→ **Activity**
What appears from the first line of the records below through the line containing "index tip: (120, 92)" must be reproduced verbatim.
★ ★ ★ ★ ★
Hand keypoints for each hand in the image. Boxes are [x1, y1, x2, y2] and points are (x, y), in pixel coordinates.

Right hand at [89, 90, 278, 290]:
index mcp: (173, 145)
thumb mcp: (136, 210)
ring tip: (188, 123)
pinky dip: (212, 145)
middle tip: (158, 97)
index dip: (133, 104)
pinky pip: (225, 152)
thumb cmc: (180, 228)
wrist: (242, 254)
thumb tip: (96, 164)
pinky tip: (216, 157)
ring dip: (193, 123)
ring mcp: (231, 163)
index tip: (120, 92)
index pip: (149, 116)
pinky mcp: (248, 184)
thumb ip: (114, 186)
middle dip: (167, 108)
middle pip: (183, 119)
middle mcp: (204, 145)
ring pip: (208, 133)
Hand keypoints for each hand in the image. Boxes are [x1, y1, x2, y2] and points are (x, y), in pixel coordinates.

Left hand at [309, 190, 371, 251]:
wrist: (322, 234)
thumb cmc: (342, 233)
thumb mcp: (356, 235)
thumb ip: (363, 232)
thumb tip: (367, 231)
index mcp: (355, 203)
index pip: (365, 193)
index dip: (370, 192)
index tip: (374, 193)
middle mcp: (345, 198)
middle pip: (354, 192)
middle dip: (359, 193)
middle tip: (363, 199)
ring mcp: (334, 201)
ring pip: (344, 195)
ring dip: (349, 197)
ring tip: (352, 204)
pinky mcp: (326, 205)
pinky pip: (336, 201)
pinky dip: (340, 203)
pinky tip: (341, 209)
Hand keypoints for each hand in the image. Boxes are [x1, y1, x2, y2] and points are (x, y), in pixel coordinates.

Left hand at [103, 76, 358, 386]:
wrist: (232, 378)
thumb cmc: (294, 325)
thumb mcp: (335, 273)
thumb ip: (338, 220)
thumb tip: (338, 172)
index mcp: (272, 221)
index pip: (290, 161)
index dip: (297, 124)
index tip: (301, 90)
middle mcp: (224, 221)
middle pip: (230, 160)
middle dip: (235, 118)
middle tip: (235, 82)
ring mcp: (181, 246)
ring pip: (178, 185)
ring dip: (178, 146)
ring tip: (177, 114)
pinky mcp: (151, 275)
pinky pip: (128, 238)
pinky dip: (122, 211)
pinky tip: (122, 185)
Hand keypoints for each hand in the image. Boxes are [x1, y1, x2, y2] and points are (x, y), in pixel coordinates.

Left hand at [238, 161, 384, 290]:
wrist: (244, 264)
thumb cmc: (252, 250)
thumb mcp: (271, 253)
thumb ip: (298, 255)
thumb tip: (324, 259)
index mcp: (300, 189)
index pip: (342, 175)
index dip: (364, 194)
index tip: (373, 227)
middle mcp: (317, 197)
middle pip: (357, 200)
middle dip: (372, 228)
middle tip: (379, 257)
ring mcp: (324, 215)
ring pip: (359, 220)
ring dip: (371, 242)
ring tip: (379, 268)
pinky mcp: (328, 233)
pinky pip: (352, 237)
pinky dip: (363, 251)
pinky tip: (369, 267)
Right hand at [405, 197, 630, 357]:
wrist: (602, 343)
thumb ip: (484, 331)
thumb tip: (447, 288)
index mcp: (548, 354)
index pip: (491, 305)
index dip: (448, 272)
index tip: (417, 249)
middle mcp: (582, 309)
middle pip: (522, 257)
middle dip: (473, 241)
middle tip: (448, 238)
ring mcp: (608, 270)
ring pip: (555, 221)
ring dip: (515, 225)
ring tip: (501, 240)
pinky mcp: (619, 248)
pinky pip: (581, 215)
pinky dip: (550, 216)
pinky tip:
★ ★ ★ ★ ★
→ **Response box**
Hand keypoints for each hand in the image. Boxes are [x1, y1, x2, y2] and points are (x, y), in pixel coordinates.

Right hand at [89, 90, 278, 290]:
index mcp: (173, 145)
thumb mcp: (136, 210)
ring tip: (188, 123)
pinky dip: (212, 145)
middle tip: (158, 97)
index dip: (133, 104)
pinky pip: (225, 152)
thumb cmc: (180, 228)
wrist: (242, 254)
thumb tip: (96, 164)
pinky tip: (216, 157)
ring dip: (193, 123)
ring mcp: (231, 163)
index tip: (120, 92)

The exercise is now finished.